§ **Your assignment**:
How many lines of the listing below contain "Plain"? State the number alone.

§ **Source information**:

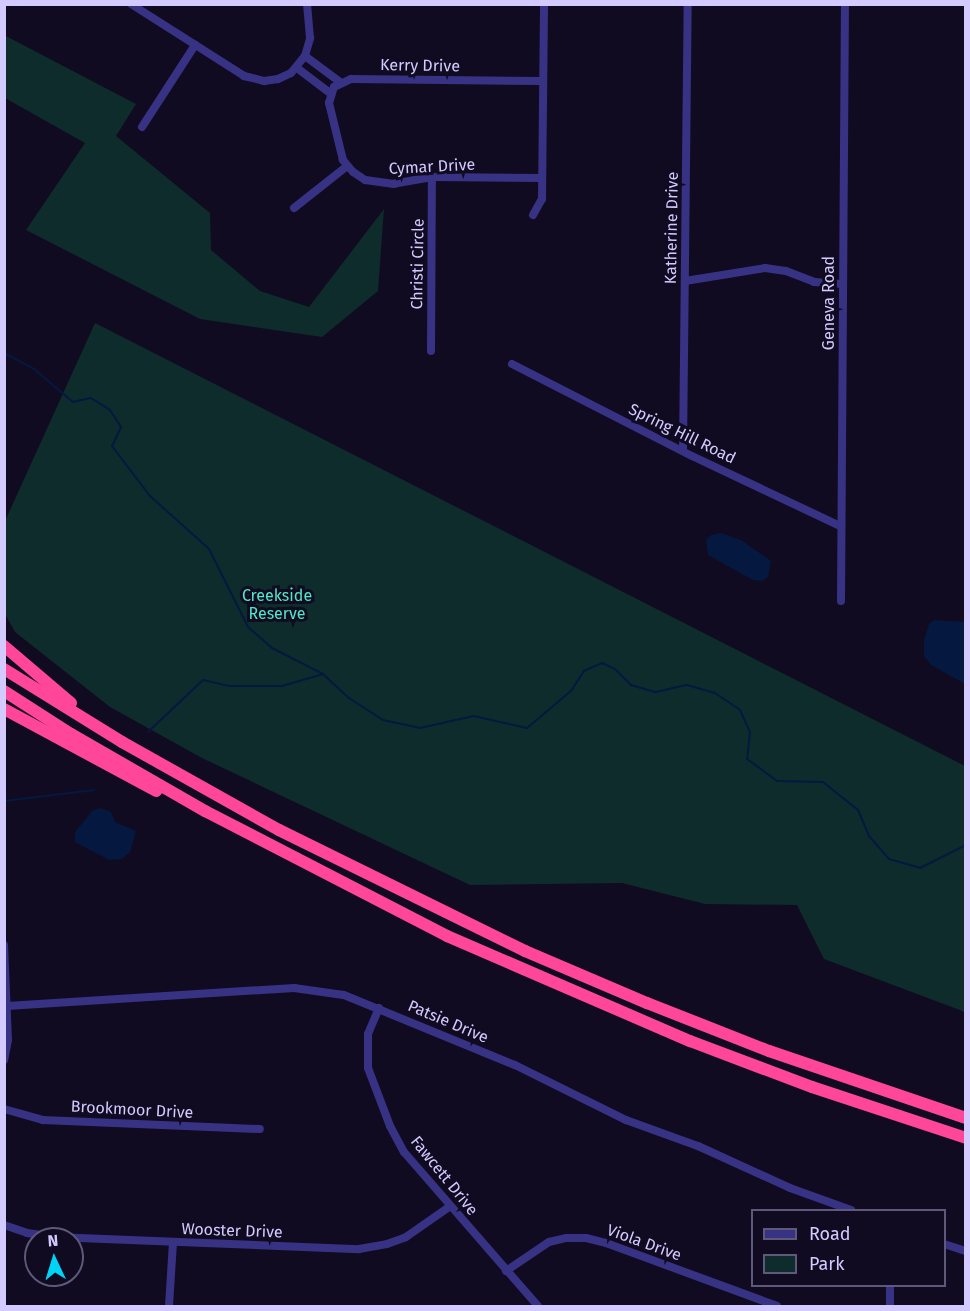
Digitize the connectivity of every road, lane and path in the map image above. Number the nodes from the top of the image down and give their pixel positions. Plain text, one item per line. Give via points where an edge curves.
--
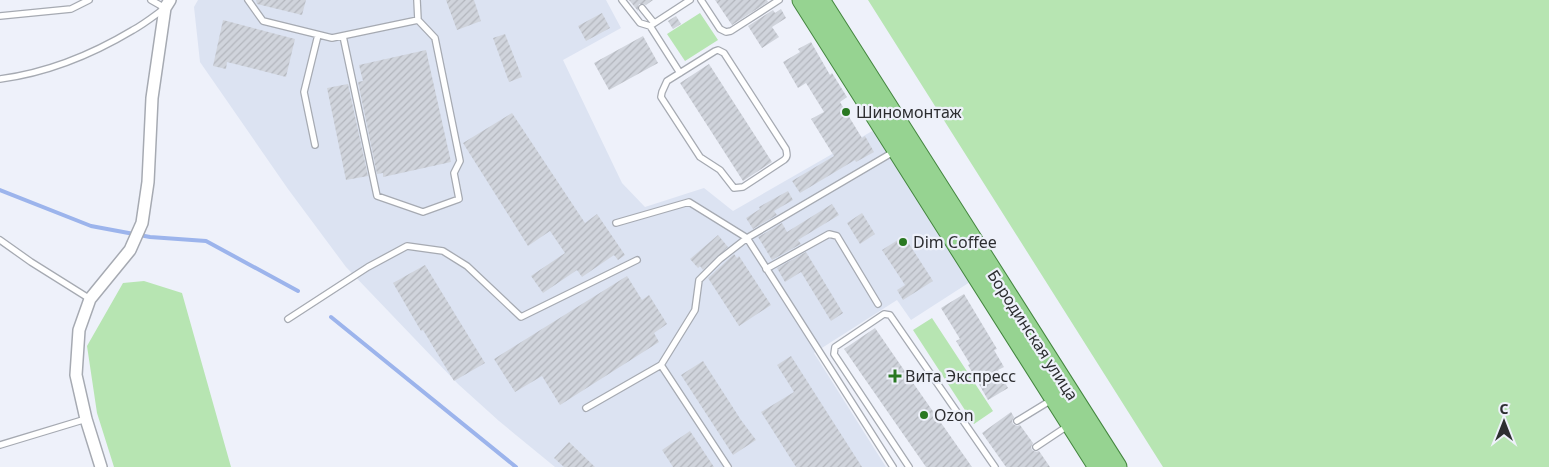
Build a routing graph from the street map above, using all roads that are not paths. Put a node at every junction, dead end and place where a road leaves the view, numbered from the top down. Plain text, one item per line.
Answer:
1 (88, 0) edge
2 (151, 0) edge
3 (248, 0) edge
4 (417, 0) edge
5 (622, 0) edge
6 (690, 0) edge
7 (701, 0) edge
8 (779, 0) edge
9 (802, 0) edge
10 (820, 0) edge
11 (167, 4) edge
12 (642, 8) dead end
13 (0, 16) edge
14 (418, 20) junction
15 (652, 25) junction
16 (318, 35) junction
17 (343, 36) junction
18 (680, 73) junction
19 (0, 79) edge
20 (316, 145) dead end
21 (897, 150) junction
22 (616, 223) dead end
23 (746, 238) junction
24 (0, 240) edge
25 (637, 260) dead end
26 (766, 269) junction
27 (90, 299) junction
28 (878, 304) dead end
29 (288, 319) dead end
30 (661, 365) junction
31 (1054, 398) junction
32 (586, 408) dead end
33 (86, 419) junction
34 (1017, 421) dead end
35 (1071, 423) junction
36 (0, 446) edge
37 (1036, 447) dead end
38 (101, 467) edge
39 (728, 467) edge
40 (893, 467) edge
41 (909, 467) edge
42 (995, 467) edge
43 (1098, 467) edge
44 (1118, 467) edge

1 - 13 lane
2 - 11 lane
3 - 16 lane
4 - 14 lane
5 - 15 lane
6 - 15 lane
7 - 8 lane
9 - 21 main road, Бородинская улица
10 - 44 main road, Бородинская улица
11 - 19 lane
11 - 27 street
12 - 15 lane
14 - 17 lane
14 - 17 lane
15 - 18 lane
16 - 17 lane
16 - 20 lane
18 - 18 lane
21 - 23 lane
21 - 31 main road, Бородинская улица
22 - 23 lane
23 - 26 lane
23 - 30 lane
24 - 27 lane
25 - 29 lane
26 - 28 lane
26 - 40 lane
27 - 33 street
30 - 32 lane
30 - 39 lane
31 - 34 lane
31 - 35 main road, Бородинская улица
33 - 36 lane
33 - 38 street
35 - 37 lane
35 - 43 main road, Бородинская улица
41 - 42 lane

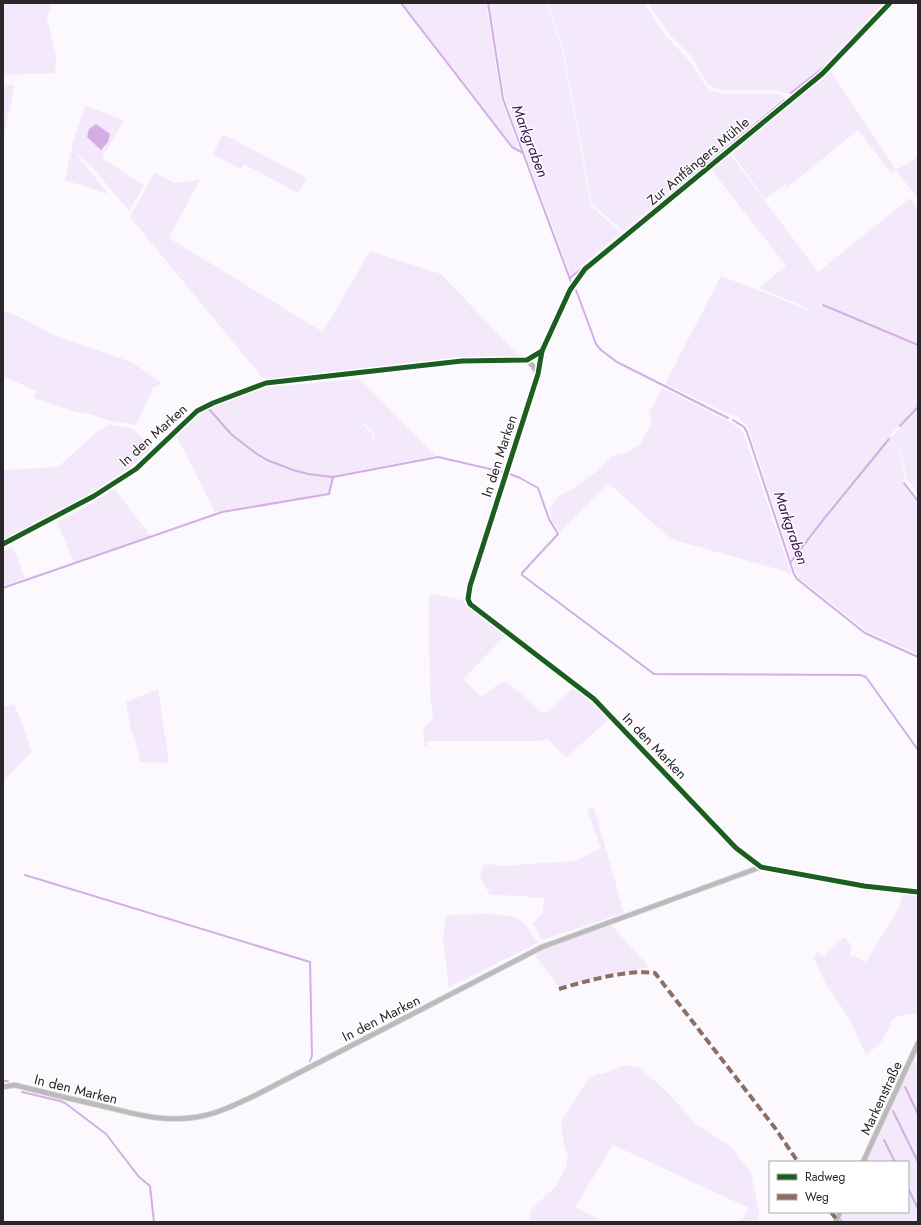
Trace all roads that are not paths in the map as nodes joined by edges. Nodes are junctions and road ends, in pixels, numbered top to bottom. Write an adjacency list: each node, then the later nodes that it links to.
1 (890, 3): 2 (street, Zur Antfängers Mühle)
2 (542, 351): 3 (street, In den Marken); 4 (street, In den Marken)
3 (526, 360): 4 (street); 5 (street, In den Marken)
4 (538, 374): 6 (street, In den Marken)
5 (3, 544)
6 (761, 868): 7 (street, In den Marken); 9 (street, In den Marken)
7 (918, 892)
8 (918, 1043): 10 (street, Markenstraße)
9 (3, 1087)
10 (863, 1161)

§ **Response area**:
2